I wonder: has there ever been a notable cyber attack against a Lotus Notes system? I can’t think of one offhand. It seems that IBM’s system has been spared such problems for the most part. It’s certainly possible. Type “lotus notes hacking” into Google Search, and you’ll find some seedy websites that ethically should not be indexed. There was also that way to get inside onto a Lotus Notes user’s PC through a malicious email, though that problem was fixed. ReduceMail Pro, our mail management system, has never been hacked.

So, has there ever been a major cyber attack involving Lotus Notes? Or have you personally ever seen a Lotus Notes system get hacked?

1Tim Paque  8/16/2011 2:18:20 PM  Has Lotus Notes ever been hacked on a large scale?

Sort of, way back in R4.

Back when they first added web capabilities to Lotus Notes, anyone who had and ID without a password could log into that persons mailfile via the web with only a username.

Yes, this was also the fault of the incompetent Admins who shouldn't have allowed that. But it shouldn't have been possible in the first place.

It wasn't like one large single breach, it was thousands of little ones, that required very little effort.

2John Turnbow  8/16/2011 3:43:16 PM  Has Lotus Notes ever been hacked on a large scale?

I have never heard of on a Large scale, like Tim said not since R4...

Interesting history about ExxonMobil though, years ago they switched to Lotus Notes Mail due to a large breach on the Exxon side using Exchange, the Mobil side did NOT have any issues and lose any business using Lotus Notes. The Exxon side was down for a week! But get a new CIO and ExxonMobil spends $100 Mil to go to Exchange. So, a CIO decison over security. I'll bet the security guys at ExxonMobil are going crazy now... LOL

3Mat Newman  8/16/2011 5:00:32 PM  Has Lotus Notes ever been hacked on a large scale?


'Lotus Notes' has never been hacked.

Some access had been gained through a browser using the Domino web-server add-in.

4Keith Brooks  8/16/2011 6:53:00 PM  Has Lotus Notes ever been hacked on a large scale?

As I discussed in my session at The View 2011 on hacking your server, there have been more internal issues than external.

That said poor administration and/or development habits can lead to issues, as can leaving your names.nsf on anything except no access for default and anonymous.

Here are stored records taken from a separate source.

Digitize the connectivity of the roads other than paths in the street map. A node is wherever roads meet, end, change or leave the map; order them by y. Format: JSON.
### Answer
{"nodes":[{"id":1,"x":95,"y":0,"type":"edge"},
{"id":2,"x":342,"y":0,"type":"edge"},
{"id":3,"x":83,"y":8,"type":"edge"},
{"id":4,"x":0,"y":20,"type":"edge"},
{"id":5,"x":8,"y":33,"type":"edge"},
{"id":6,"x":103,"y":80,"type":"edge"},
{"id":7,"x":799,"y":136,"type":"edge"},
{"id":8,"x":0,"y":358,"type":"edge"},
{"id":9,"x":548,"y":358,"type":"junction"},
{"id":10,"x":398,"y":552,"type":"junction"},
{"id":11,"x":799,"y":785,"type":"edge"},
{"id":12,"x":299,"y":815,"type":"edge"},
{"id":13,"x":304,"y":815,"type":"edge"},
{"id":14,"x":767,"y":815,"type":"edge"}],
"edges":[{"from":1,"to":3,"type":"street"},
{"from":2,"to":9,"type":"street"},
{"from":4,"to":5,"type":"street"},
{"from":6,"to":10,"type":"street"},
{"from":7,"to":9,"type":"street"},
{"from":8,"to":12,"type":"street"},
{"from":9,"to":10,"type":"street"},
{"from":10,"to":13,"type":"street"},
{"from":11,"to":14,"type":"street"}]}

Once someone has access to the NAB anything is possible.

We have had lately attacks coming against LDAP and I reminded people to not use anonymous access, always use login/pw for LDAP.

Sometimes you get trojans and other SMTP issues but a serious hack against a database of corporate data, I would also have to go back to R5 or earlier perhaps.

Then again, who would admit it if it happenned?

5Jerry Carter  8/18/2011 9:33:03 AM  Has Lotus Notes ever been hacked on a large scale?

One other hack I'm aware of, also only small but potentially big would have been an internal one. My former co-worker (someone I still respect today) took advantage of a loose ECL which allowed others to modify local databases. He sent me a Meno form, as opposed to a Memo with a stored form and embedded code which he used to add himself as manager to an ACL on one of my databases and reduce me to Editor. Boy was I PO'd! I had a laugh though, made a really lame attempt to send the same kind of attack back to him but he had obviously secured himself against the hack.